Inoltre il concetto che ciascun essere è funzionale all'insieme, lo ha ben spiegato già 500 anni prima della venuta di Cristo, il console romano Menenio Agrippa nel suo celebre monologo: " Una volta, le membra dell’uomo, constatando che lo stomaco se ne stava ozioso (ad attendere cibo), ruppero con lui gli accordi e cospirarono tra loro, decidendo che le mani non portassero cibo alla bocca, né che, portatolo, la bocca lo accettasse, né che i denti lo confezionassero a dovere. Ma mentre intendevano domare lo stomaco, a indebolirsi furono anche loro stesse, e il corpo intero giunse a deperimento estremo. Di qui apparve che l’ufficio dello stomaco non è quello di un pigro, ma che, una volta accolti, distribuisce i cibi per tutte le membra. E quindi tornarono in amicizia con lui. Così senato e popolo, come fossero un unico corpo, con la discordia periscono, con la concordia rimangono in salute".
Dunque, per me, l'ingranaggio è anche simbolo di rispetto, rispetto di ogni essere animato o inanimato, ovvero per me vuole dire in estrema sintesi che occorre LAVORARE IN PACE E RISPETTARE TUTTO IL CREATO.

D: Secondo lei perché viviamo?
Trascendendo e rispettando ogni credenza religiosa, io credo che siamo qui per due principali motivi:
- il perpetuarsi della specie. Questa è la legge principe della vita, senza di essa tutto è vano, ogni filosofia si annulla;
- per i posteri. Siamo qui per contribuire allo sviluppo del genere umano. In primis per lo sviluppo fisico e intellettuale dei nostri figli, ma anche per il benessere delle generazioni future.

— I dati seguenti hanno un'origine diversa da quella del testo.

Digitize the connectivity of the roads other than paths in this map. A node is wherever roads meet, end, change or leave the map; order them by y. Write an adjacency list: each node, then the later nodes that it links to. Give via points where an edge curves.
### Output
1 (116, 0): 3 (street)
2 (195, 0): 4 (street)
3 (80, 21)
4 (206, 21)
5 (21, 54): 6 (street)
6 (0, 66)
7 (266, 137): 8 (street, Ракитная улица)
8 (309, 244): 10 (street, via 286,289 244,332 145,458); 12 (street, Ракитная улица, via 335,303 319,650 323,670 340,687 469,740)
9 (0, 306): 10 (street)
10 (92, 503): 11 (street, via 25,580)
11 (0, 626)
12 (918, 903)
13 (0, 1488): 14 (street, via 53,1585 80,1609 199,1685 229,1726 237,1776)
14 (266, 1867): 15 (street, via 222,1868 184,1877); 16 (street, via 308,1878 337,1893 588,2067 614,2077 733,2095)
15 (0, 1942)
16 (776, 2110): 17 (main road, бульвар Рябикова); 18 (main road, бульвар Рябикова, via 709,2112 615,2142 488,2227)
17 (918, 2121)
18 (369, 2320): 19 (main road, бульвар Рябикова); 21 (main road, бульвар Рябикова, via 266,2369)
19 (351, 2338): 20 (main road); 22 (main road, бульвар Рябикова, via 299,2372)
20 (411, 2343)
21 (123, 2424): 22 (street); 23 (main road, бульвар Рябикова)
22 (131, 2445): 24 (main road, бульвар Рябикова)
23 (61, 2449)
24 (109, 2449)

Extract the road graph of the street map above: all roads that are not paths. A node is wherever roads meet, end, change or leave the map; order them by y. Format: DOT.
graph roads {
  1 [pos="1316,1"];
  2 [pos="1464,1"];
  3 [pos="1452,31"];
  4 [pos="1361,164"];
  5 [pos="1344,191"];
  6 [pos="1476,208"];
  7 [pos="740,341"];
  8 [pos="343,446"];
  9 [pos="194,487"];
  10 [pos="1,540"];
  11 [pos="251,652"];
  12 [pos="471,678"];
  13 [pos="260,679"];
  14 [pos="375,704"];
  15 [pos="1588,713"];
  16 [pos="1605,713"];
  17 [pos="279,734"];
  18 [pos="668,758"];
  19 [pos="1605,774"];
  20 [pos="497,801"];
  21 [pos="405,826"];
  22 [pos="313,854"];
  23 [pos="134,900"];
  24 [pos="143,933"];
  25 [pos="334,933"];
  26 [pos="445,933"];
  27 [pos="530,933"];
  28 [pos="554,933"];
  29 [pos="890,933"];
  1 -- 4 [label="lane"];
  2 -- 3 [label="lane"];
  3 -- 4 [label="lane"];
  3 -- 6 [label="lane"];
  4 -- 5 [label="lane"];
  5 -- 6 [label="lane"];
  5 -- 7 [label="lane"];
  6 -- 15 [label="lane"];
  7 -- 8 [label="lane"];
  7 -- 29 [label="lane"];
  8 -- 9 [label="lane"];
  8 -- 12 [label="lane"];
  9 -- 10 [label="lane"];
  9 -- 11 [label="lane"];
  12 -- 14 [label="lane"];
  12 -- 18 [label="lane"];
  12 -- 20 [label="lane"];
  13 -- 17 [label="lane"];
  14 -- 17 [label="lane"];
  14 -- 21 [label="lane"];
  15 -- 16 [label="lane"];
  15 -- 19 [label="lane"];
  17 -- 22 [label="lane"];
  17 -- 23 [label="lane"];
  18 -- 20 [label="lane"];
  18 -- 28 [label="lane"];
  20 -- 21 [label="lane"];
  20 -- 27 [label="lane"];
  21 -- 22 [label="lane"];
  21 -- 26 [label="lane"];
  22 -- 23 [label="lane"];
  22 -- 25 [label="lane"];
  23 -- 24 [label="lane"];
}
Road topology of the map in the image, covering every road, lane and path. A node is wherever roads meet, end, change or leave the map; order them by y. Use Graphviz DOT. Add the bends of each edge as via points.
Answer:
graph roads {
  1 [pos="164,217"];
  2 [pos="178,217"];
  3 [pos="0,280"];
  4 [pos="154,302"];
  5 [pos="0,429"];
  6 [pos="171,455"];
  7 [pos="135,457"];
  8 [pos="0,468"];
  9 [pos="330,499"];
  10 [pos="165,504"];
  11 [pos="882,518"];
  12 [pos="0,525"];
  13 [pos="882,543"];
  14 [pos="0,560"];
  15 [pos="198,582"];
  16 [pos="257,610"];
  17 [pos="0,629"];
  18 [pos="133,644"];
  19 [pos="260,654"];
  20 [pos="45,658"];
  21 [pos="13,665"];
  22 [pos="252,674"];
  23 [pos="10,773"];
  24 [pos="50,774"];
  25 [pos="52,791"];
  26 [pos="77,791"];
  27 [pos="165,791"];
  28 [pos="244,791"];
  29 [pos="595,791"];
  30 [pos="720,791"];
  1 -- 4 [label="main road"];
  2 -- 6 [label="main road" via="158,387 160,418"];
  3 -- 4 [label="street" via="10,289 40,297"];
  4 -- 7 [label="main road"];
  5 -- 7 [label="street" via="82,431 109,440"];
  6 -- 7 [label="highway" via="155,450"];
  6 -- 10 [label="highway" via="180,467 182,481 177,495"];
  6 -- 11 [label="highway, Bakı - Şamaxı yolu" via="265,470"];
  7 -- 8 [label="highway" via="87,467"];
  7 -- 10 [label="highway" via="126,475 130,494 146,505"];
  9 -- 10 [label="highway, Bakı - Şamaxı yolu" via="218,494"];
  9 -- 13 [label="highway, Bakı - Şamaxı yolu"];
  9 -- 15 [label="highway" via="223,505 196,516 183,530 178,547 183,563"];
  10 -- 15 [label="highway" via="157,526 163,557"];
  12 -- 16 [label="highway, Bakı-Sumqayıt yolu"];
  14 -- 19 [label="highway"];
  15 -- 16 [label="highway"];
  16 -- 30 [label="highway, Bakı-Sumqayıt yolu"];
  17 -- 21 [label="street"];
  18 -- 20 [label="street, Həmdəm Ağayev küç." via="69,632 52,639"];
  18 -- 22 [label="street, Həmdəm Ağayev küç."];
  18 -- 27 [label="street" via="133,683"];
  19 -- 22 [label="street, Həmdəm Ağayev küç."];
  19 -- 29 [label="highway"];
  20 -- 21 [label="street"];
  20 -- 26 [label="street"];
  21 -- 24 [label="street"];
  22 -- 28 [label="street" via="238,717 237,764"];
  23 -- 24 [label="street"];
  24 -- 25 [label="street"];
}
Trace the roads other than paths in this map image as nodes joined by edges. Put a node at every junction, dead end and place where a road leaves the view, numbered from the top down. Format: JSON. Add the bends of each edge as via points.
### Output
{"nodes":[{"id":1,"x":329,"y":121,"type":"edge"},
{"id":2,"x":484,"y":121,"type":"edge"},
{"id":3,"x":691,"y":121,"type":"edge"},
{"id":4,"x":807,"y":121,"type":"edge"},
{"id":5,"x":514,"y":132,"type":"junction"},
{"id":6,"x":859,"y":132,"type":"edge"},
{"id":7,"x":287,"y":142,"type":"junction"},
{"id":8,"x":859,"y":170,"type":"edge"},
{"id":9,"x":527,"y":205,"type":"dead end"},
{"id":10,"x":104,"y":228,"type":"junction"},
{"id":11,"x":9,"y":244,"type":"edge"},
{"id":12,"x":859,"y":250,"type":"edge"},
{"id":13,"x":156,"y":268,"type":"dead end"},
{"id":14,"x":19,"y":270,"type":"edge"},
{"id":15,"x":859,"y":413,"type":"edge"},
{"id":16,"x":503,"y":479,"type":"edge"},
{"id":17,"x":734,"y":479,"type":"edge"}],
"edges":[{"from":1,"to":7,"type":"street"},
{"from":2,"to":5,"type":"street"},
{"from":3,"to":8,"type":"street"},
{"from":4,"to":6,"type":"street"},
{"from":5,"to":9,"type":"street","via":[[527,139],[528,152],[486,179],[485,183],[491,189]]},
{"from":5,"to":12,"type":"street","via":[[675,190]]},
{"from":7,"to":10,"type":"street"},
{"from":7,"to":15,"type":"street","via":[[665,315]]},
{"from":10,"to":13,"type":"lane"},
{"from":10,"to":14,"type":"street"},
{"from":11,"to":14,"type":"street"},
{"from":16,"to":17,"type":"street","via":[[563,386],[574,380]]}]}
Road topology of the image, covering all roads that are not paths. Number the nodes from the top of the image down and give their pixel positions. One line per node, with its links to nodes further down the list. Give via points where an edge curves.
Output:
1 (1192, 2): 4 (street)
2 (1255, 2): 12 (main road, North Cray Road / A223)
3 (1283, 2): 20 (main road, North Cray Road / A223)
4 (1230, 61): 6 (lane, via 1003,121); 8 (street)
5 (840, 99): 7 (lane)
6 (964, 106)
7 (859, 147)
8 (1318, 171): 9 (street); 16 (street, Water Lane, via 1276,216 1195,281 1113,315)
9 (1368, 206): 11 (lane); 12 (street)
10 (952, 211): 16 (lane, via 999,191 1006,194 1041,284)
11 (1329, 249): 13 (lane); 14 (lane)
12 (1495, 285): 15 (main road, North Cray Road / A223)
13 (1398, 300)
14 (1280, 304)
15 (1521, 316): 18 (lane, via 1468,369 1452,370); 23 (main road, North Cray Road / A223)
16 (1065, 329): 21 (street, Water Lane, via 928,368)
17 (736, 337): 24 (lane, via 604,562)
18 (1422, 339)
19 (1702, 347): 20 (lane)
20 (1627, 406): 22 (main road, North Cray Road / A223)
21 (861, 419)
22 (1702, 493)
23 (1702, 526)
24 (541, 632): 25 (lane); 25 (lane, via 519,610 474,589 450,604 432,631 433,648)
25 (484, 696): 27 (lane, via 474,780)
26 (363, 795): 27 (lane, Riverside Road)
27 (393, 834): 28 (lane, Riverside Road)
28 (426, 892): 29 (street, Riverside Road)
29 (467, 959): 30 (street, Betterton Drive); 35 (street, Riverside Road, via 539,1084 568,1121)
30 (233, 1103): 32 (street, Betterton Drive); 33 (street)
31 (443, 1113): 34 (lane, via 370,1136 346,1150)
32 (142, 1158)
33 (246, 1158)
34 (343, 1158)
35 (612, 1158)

Ecco, uno dei miei costanti messaggi presenti nelle mie opere: la nostra vita e i nostri pensieri dipendono dai contemporanei, ma anche e soprattutto dai nostri predecessori. Dunque se riceviamo e abbiamo molto ricevuto, ciascuno di noi si impegni ad aggiungere alla storia del genere umano, alla piramide dell'umanità, il proprio piccolissimo ed infinitesimo mattone.